### INFORMATION GIVEN
========================================================================

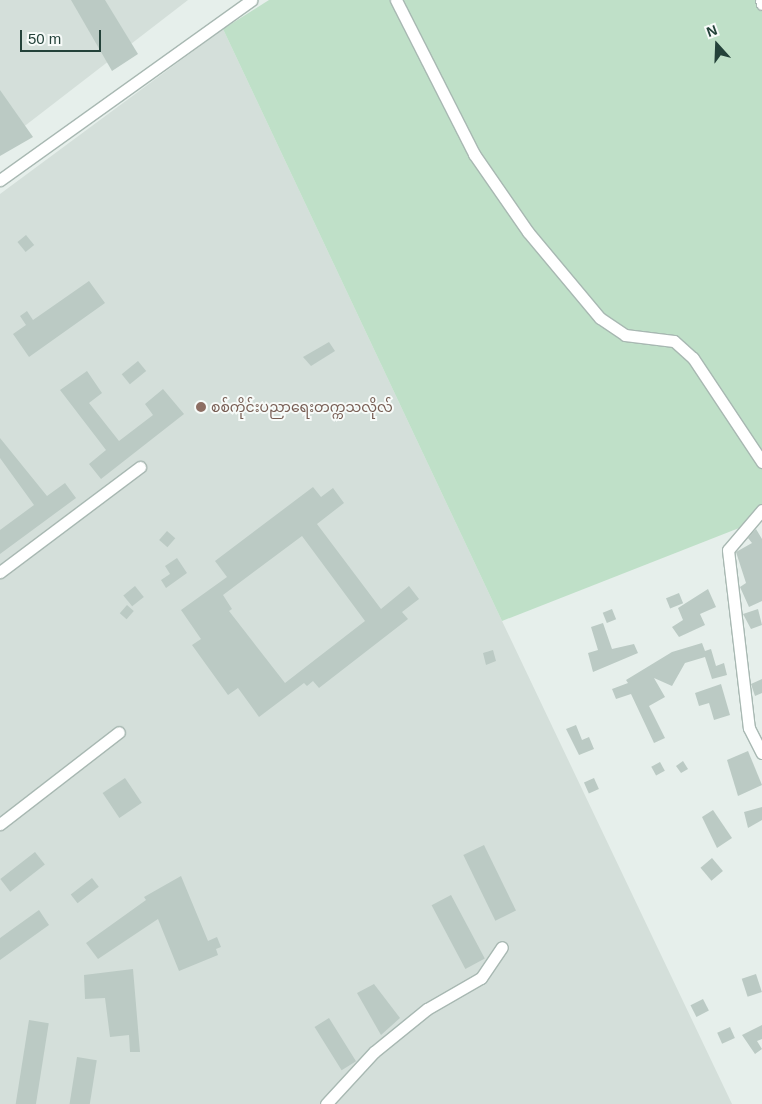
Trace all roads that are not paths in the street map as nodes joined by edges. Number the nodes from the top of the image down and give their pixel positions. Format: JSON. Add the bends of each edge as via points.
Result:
{"nodes":[{"id":1,"x":251,"y":0,"type":"edge"},
{"id":2,"x":396,"y":0,"type":"edge"},
{"id":3,"x":0,"y":180,"type":"edge"},
{"id":4,"x":762,"y":462,"type":"edge"},
{"id":5,"x":140,"y":467,"type":"dead end"},
{"id":6,"x":762,"y":510,"type":"edge"},
{"id":7,"x":0,"y":572,"type":"edge"},
{"id":8,"x":119,"y":732,"type":"dead end"},
{"id":9,"x":762,"y":753,"type":"edge"},
{"id":10,"x":0,"y":824,"type":"edge"},
{"id":11,"x":502,"y":947,"type":"dead end"},
{"id":12,"x":326,"y":1104,"type":"edge"}],
"edges":[{"from":1,"to":3,"type":"street"},
{"from":2,"to":4,"type":"street","via":[[474,154],[528,232],[600,318],[625,335],[674,340],[693,358]]},
{"from":5,"to":7,"type":"street"},
{"from":6,"to":9,"type":"street","via":[[728,550],[749,728]]},
{"from":8,"to":10,"type":"street"},
{"from":11,"to":12,"type":"street","via":[[481,978],[427,1009],[374,1052]]}]}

========================================================================

### WORK REQUEST
Print the full listing above exactly. Pictures stay out of the copy.

### RESPONSE AREA
Trace all roads that are not paths in the street map as nodes joined by edges. Number the nodes from the top of the image down and give their pixel positions. Format: JSON. Add the bends of each edge as via points.
Result:
{"nodes":[{"id":1,"x":251,"y":0,"type":"edge"},
{"id":2,"x":396,"y":0,"type":"edge"},
{"id":3,"x":0,"y":180,"type":"edge"},
{"id":4,"x":762,"y":462,"type":"edge"},
{"id":5,"x":140,"y":467,"type":"dead end"},
{"id":6,"x":762,"y":510,"type":"edge"},
{"id":7,"x":0,"y":572,"type":"edge"},
{"id":8,"x":119,"y":732,"type":"dead end"},
{"id":9,"x":762,"y":753,"type":"edge"},
{"id":10,"x":0,"y":824,"type":"edge"},
{"id":11,"x":502,"y":947,"type":"dead end"},
{"id":12,"x":326,"y":1104,"type":"edge"}],
"edges":[{"from":1,"to":3,"type":"street"},
{"from":2,"to":4,"type":"street","via":[[474,154],[528,232],[600,318],[625,335],[674,340],[693,358]]},
{"from":5,"to":7,"type":"street"},
{"from":6,"to":9,"type":"street","via":[[728,550],[749,728]]},
{"from":8,"to":10,"type":"street"},
{"from":11,"to":12,"type":"street","via":[[481,978],[427,1009],[374,1052]]}]}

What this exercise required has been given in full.